● EXERCISE MATERIAL
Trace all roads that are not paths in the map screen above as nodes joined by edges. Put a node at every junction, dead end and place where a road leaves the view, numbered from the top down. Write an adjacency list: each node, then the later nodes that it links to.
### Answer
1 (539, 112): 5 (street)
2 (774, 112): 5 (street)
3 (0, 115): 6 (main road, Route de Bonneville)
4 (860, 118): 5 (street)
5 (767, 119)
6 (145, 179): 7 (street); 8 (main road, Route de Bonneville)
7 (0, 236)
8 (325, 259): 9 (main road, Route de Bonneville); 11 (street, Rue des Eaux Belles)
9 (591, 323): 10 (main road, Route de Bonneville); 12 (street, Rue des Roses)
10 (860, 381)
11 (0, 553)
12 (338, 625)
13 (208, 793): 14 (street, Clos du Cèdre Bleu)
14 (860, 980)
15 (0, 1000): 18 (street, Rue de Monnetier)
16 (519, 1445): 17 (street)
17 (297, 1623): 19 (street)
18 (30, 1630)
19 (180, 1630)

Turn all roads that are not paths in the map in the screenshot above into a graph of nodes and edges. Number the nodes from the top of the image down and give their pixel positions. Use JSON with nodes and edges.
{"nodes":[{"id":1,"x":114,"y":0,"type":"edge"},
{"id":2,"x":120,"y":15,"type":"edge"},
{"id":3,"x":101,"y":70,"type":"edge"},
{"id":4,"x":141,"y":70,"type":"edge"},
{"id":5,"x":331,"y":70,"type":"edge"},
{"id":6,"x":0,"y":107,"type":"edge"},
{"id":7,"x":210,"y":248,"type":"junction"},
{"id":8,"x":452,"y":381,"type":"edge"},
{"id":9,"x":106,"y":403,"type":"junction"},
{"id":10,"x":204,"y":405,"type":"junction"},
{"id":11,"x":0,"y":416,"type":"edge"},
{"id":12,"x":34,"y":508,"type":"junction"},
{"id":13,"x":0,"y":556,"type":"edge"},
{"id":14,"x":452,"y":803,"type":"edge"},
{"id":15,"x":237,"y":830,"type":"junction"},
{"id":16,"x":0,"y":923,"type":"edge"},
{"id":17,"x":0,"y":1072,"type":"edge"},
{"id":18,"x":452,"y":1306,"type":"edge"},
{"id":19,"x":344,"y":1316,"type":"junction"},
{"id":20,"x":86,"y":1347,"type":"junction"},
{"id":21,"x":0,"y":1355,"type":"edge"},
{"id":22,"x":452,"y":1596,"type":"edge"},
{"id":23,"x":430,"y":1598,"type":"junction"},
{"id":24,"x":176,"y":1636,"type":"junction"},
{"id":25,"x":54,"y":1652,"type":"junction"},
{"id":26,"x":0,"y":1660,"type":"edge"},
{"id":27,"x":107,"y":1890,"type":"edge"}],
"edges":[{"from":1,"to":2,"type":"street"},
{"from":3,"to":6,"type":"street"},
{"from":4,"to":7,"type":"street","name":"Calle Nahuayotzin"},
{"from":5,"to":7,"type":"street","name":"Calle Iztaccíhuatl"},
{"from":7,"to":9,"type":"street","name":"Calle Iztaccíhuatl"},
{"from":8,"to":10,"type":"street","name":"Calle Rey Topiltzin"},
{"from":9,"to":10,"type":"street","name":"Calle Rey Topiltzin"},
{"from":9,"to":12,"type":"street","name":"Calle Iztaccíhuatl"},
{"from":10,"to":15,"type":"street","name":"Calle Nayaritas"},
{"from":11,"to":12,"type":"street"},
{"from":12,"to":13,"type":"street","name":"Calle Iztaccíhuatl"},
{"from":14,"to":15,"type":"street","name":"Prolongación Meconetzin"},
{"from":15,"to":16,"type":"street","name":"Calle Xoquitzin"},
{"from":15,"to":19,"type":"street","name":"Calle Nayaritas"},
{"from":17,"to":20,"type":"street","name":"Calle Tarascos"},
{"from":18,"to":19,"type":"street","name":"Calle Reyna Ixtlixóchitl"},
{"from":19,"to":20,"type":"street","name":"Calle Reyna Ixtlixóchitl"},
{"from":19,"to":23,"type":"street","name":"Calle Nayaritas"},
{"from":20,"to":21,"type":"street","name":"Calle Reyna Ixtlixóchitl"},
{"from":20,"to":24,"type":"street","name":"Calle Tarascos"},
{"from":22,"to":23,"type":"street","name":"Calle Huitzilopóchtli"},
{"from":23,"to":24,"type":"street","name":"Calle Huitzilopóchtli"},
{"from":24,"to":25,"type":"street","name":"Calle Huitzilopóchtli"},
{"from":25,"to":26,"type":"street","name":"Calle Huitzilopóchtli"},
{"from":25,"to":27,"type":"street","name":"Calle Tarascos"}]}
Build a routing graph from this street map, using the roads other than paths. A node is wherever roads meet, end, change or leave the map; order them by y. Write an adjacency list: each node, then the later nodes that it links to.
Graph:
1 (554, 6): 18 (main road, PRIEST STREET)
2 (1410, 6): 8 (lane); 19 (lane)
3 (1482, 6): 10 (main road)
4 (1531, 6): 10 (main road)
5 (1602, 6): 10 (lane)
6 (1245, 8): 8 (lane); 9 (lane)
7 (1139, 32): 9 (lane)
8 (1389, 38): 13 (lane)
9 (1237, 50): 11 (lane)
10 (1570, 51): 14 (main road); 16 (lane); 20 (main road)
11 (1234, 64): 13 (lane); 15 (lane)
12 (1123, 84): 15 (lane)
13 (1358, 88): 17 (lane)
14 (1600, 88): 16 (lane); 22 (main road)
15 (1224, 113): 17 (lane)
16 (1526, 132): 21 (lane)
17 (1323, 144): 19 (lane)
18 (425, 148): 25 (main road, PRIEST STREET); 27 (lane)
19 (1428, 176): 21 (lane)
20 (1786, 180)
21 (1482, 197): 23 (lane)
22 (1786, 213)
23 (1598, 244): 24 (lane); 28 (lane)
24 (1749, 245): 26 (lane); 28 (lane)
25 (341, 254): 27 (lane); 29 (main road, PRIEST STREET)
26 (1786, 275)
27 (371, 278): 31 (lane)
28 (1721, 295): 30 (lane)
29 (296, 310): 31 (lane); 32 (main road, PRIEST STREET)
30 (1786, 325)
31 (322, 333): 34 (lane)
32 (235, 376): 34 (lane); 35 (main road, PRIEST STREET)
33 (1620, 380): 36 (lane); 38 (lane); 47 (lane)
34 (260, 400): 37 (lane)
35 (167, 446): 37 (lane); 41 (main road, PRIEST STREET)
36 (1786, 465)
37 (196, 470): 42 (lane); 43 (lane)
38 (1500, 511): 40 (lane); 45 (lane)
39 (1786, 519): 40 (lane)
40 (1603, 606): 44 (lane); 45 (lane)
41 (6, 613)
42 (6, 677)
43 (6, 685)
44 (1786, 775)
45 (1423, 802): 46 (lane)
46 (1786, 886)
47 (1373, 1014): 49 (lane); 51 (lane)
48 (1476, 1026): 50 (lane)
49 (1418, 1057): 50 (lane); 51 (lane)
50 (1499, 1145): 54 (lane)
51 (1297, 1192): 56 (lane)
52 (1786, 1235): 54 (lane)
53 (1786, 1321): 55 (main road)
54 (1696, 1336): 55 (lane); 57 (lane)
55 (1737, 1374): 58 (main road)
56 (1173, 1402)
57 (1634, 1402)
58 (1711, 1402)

● WORK REQUIRED
For this exercise, restate each of the entries without any deviation.

● OUTPUT FOR THIS TASK
Trace all roads that are not paths in the map screen above as nodes joined by edges. Put a node at every junction, dead end and place where a road leaves the view, numbered from the top down. Write an adjacency list: each node, then the later nodes that it links to.
### Answer
1 (539, 112): 5 (street)
2 (774, 112): 5 (street)
3 (0, 115): 6 (main road, Route de Bonneville)
4 (860, 118): 5 (street)
5 (767, 119)
6 (145, 179): 7 (street); 8 (main road, Route de Bonneville)
7 (0, 236)
8 (325, 259): 9 (main road, Route de Bonneville); 11 (street, Rue des Eaux Belles)
9 (591, 323): 10 (main road, Route de Bonneville); 12 (street, Rue des Roses)
10 (860, 381)
11 (0, 553)
12 (338, 625)
13 (208, 793): 14 (street, Clos du Cèdre Bleu)
14 (860, 980)
15 (0, 1000): 18 (street, Rue de Monnetier)
16 (519, 1445): 17 (street)
17 (297, 1623): 19 (street)
18 (30, 1630)
19 (180, 1630)

Turn all roads that are not paths in the map in the screenshot above into a graph of nodes and edges. Number the nodes from the top of the image down and give their pixel positions. Use JSON with nodes and edges.
{"nodes":[{"id":1,"x":114,"y":0,"type":"edge"},
{"id":2,"x":120,"y":15,"type":"edge"},
{"id":3,"x":101,"y":70,"type":"edge"},
{"id":4,"x":141,"y":70,"type":"edge"},
{"id":5,"x":331,"y":70,"type":"edge"},
{"id":6,"x":0,"y":107,"type":"edge"},
{"id":7,"x":210,"y":248,"type":"junction"},
{"id":8,"x":452,"y":381,"type":"edge"},
{"id":9,"x":106,"y":403,"type":"junction"},
{"id":10,"x":204,"y":405,"type":"junction"},
{"id":11,"x":0,"y":416,"type":"edge"},
{"id":12,"x":34,"y":508,"type":"junction"},
{"id":13,"x":0,"y":556,"type":"edge"},
{"id":14,"x":452,"y":803,"type":"edge"},
{"id":15,"x":237,"y":830,"type":"junction"},
{"id":16,"x":0,"y":923,"type":"edge"},
{"id":17,"x":0,"y":1072,"type":"edge"},
{"id":18,"x":452,"y":1306,"type":"edge"},
{"id":19,"x":344,"y":1316,"type":"junction"},
{"id":20,"x":86,"y":1347,"type":"junction"},
{"id":21,"x":0,"y":1355,"type":"edge"},
{"id":22,"x":452,"y":1596,"type":"edge"},
{"id":23,"x":430,"y":1598,"type":"junction"},
{"id":24,"x":176,"y":1636,"type":"junction"},
{"id":25,"x":54,"y":1652,"type":"junction"},
{"id":26,"x":0,"y":1660,"type":"edge"},
{"id":27,"x":107,"y":1890,"type":"edge"}],
"edges":[{"from":1,"to":2,"type":"street"},
{"from":3,"to":6,"type":"street"},
{"from":4,"to":7,"type":"street","name":"Calle Nahuayotzin"},
{"from":5,"to":7,"type":"street","name":"Calle Iztaccíhuatl"},
{"from":7,"to":9,"type":"street","name":"Calle Iztaccíhuatl"},
{"from":8,"to":10,"type":"street","name":"Calle Rey Topiltzin"},
{"from":9,"to":10,"type":"street","name":"Calle Rey Topiltzin"},
{"from":9,"to":12,"type":"street","name":"Calle Iztaccíhuatl"},
{"from":10,"to":15,"type":"street","name":"Calle Nayaritas"},
{"from":11,"to":12,"type":"street"},
{"from":12,"to":13,"type":"street","name":"Calle Iztaccíhuatl"},
{"from":14,"to":15,"type":"street","name":"Prolongación Meconetzin"},
{"from":15,"to":16,"type":"street","name":"Calle Xoquitzin"},
{"from":15,"to":19,"type":"street","name":"Calle Nayaritas"},
{"from":17,"to":20,"type":"street","name":"Calle Tarascos"},
{"from":18,"to":19,"type":"street","name":"Calle Reyna Ixtlixóchitl"},
{"from":19,"to":20,"type":"street","name":"Calle Reyna Ixtlixóchitl"},
{"from":19,"to":23,"type":"street","name":"Calle Nayaritas"},
{"from":20,"to":21,"type":"street","name":"Calle Reyna Ixtlixóchitl"},
{"from":20,"to":24,"type":"street","name":"Calle Tarascos"},
{"from":22,"to":23,"type":"street","name":"Calle Huitzilopóchtli"},
{"from":23,"to":24,"type":"street","name":"Calle Huitzilopóchtli"},
{"from":24,"to":25,"type":"street","name":"Calle Huitzilopóchtli"},
{"from":25,"to":26,"type":"street","name":"Calle Huitzilopóchtli"},
{"from":25,"to":27,"type":"street","name":"Calle Tarascos"}]}
Build a routing graph from this street map, using the roads other than paths. A node is wherever roads meet, end, change or leave the map; order them by y. Write an adjacency list: each node, then the later nodes that it links to.
Graph:
1 (554, 6): 18 (main road, PRIEST STREET)
2 (1410, 6): 8 (lane); 19 (lane)
3 (1482, 6): 10 (main road)
4 (1531, 6): 10 (main road)
5 (1602, 6): 10 (lane)
6 (1245, 8): 8 (lane); 9 (lane)
7 (1139, 32): 9 (lane)
8 (1389, 38): 13 (lane)
9 (1237, 50): 11 (lane)
10 (1570, 51): 14 (main road); 16 (lane); 20 (main road)
11 (1234, 64): 13 (lane); 15 (lane)
12 (1123, 84): 15 (lane)
13 (1358, 88): 17 (lane)
14 (1600, 88): 16 (lane); 22 (main road)
15 (1224, 113): 17 (lane)
16 (1526, 132): 21 (lane)
17 (1323, 144): 19 (lane)
18 (425, 148): 25 (main road, PRIEST STREET); 27 (lane)
19 (1428, 176): 21 (lane)
20 (1786, 180)
21 (1482, 197): 23 (lane)
22 (1786, 213)
23 (1598, 244): 24 (lane); 28 (lane)
24 (1749, 245): 26 (lane); 28 (lane)
25 (341, 254): 27 (lane); 29 (main road, PRIEST STREET)
26 (1786, 275)
27 (371, 278): 31 (lane)
28 (1721, 295): 30 (lane)
29 (296, 310): 31 (lane); 32 (main road, PRIEST STREET)
30 (1786, 325)
31 (322, 333): 34 (lane)
32 (235, 376): 34 (lane); 35 (main road, PRIEST STREET)
33 (1620, 380): 36 (lane); 38 (lane); 47 (lane)
34 (260, 400): 37 (lane)
35 (167, 446): 37 (lane); 41 (main road, PRIEST STREET)
36 (1786, 465)
37 (196, 470): 42 (lane); 43 (lane)
38 (1500, 511): 40 (lane); 45 (lane)
39 (1786, 519): 40 (lane)
40 (1603, 606): 44 (lane); 45 (lane)
41 (6, 613)
42 (6, 677)
43 (6, 685)
44 (1786, 775)
45 (1423, 802): 46 (lane)
46 (1786, 886)
47 (1373, 1014): 49 (lane); 51 (lane)
48 (1476, 1026): 50 (lane)
49 (1418, 1057): 50 (lane); 51 (lane)
50 (1499, 1145): 54 (lane)
51 (1297, 1192): 56 (lane)
52 (1786, 1235): 54 (lane)
53 (1786, 1321): 55 (main road)
54 (1696, 1336): 55 (lane); 57 (lane)
55 (1737, 1374): 58 (main road)
56 (1173, 1402)
57 (1634, 1402)
58 (1711, 1402)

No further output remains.